Raw data.

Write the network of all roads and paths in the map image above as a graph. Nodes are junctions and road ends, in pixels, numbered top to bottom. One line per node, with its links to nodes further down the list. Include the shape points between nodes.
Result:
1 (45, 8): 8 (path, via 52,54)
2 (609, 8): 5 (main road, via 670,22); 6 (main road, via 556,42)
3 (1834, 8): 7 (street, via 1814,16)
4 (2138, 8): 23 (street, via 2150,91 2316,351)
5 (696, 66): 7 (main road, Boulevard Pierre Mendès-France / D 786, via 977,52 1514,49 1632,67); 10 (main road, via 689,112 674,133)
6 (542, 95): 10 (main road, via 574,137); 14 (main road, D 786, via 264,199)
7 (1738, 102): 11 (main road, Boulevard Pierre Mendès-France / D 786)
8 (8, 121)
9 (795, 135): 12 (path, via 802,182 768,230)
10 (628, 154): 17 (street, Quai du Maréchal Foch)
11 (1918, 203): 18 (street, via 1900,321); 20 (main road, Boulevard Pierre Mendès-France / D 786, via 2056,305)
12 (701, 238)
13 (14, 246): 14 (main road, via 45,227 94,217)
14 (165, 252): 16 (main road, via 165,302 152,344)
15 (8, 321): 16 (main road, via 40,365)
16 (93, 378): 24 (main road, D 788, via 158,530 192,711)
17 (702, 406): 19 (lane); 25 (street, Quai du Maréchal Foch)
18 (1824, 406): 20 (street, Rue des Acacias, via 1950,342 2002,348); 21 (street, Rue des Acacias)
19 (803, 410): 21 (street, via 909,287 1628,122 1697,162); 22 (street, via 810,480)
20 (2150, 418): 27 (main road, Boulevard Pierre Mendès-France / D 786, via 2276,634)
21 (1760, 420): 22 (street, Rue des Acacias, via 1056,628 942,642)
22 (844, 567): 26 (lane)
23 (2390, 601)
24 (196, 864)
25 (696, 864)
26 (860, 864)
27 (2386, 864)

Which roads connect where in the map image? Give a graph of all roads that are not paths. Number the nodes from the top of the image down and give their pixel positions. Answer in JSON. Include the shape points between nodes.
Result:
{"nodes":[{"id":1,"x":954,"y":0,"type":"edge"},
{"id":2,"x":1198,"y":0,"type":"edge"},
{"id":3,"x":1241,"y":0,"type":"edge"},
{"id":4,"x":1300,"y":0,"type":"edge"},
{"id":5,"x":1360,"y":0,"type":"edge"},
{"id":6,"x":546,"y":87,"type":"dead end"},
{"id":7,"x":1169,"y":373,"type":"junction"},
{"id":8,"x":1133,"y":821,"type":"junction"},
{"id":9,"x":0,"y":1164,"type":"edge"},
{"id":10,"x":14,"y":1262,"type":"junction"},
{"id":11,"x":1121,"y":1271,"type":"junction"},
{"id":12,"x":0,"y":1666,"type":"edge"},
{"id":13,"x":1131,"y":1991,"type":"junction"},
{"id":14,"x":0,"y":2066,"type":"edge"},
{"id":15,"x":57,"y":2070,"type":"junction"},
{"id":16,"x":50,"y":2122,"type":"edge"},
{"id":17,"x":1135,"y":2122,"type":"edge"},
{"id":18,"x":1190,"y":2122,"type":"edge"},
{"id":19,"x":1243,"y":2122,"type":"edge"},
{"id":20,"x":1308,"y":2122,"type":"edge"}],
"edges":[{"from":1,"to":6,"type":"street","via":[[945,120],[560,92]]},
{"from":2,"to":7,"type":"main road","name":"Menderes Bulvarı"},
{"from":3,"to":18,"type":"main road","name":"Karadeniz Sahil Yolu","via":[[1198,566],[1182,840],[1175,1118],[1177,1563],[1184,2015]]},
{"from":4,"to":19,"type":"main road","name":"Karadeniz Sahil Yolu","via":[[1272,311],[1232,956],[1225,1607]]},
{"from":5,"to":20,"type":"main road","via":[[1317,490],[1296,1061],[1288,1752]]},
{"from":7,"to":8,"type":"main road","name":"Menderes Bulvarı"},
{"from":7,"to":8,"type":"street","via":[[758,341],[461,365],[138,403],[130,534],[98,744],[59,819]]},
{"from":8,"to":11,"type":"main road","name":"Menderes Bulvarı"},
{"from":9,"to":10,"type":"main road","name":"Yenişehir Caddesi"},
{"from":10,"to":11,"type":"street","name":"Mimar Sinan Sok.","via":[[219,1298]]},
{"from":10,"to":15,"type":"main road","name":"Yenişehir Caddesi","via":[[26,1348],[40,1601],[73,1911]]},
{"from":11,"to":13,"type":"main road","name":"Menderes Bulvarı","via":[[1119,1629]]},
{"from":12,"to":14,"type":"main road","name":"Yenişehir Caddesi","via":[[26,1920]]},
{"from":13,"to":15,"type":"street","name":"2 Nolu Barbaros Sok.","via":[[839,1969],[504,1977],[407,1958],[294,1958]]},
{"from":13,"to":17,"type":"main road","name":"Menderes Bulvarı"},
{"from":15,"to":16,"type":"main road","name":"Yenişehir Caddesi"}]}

What to work on. Repeat every entry word for word.

Output of the task.
Write the network of all roads and paths in the map image above as a graph. Nodes are junctions and road ends, in pixels, numbered top to bottom. One line per node, with its links to nodes further down the list. Include the shape points between nodes.
Result:
1 (45, 8): 8 (path, via 52,54)
2 (609, 8): 5 (main road, via 670,22); 6 (main road, via 556,42)
3 (1834, 8): 7 (street, via 1814,16)
4 (2138, 8): 23 (street, via 2150,91 2316,351)
5 (696, 66): 7 (main road, Boulevard Pierre Mendès-France / D 786, via 977,52 1514,49 1632,67); 10 (main road, via 689,112 674,133)
6 (542, 95): 10 (main road, via 574,137); 14 (main road, D 786, via 264,199)
7 (1738, 102): 11 (main road, Boulevard Pierre Mendès-France / D 786)
8 (8, 121)
9 (795, 135): 12 (path, via 802,182 768,230)
10 (628, 154): 17 (street, Quai du Maréchal Foch)
11 (1918, 203): 18 (street, via 1900,321); 20 (main road, Boulevard Pierre Mendès-France / D 786, via 2056,305)
12 (701, 238)
13 (14, 246): 14 (main road, via 45,227 94,217)
14 (165, 252): 16 (main road, via 165,302 152,344)
15 (8, 321): 16 (main road, via 40,365)
16 (93, 378): 24 (main road, D 788, via 158,530 192,711)
17 (702, 406): 19 (lane); 25 (street, Quai du Maréchal Foch)
18 (1824, 406): 20 (street, Rue des Acacias, via 1950,342 2002,348); 21 (street, Rue des Acacias)
19 (803, 410): 21 (street, via 909,287 1628,122 1697,162); 22 (street, via 810,480)
20 (2150, 418): 27 (main road, Boulevard Pierre Mendès-France / D 786, via 2276,634)
21 (1760, 420): 22 (street, Rue des Acacias, via 1056,628 942,642)
22 (844, 567): 26 (lane)
23 (2390, 601)
24 (196, 864)
25 (696, 864)
26 (860, 864)
27 (2386, 864)

Which roads connect where in the map image? Give a graph of all roads that are not paths. Number the nodes from the top of the image down and give their pixel positions. Answer in JSON. Include the shape points between nodes.
Result:
{"nodes":[{"id":1,"x":954,"y":0,"type":"edge"},
{"id":2,"x":1198,"y":0,"type":"edge"},
{"id":3,"x":1241,"y":0,"type":"edge"},
{"id":4,"x":1300,"y":0,"type":"edge"},
{"id":5,"x":1360,"y":0,"type":"edge"},
{"id":6,"x":546,"y":87,"type":"dead end"},
{"id":7,"x":1169,"y":373,"type":"junction"},
{"id":8,"x":1133,"y":821,"type":"junction"},
{"id":9,"x":0,"y":1164,"type":"edge"},
{"id":10,"x":14,"y":1262,"type":"junction"},
{"id":11,"x":1121,"y":1271,"type":"junction"},
{"id":12,"x":0,"y":1666,"type":"edge"},
{"id":13,"x":1131,"y":1991,"type":"junction"},
{"id":14,"x":0,"y":2066,"type":"edge"},
{"id":15,"x":57,"y":2070,"type":"junction"},
{"id":16,"x":50,"y":2122,"type":"edge"},
{"id":17,"x":1135,"y":2122,"type":"edge"},
{"id":18,"x":1190,"y":2122,"type":"edge"},
{"id":19,"x":1243,"y":2122,"type":"edge"},
{"id":20,"x":1308,"y":2122,"type":"edge"}],
"edges":[{"from":1,"to":6,"type":"street","via":[[945,120],[560,92]]},
{"from":2,"to":7,"type":"main road","name":"Menderes Bulvarı"},
{"from":3,"to":18,"type":"main road","name":"Karadeniz Sahil Yolu","via":[[1198,566],[1182,840],[1175,1118],[1177,1563],[1184,2015]]},
{"from":4,"to":19,"type":"main road","name":"Karadeniz Sahil Yolu","via":[[1272,311],[1232,956],[1225,1607]]},
{"from":5,"to":20,"type":"main road","via":[[1317,490],[1296,1061],[1288,1752]]},
{"from":7,"to":8,"type":"main road","name":"Menderes Bulvarı"},
{"from":7,"to":8,"type":"street","via":[[758,341],[461,365],[138,403],[130,534],[98,744],[59,819]]},
{"from":8,"to":11,"type":"main road","name":"Menderes Bulvarı"},
{"from":9,"to":10,"type":"main road","name":"Yenişehir Caddesi"},
{"from":10,"to":11,"type":"street","name":"Mimar Sinan Sok.","via":[[219,1298]]},
{"from":10,"to":15,"type":"main road","name":"Yenişehir Caddesi","via":[[26,1348],[40,1601],[73,1911]]},
{"from":11,"to":13,"type":"main road","name":"Menderes Bulvarı","via":[[1119,1629]]},
{"from":12,"to":14,"type":"main road","name":"Yenişehir Caddesi","via":[[26,1920]]},
{"from":13,"to":15,"type":"street","name":"2 Nolu Barbaros Sok.","via":[[839,1969],[504,1977],[407,1958],[294,1958]]},
{"from":13,"to":17,"type":"main road","name":"Menderes Bulvarı"},
{"from":15,"to":16,"type":"main road","name":"Yenişehir Caddesi"}]}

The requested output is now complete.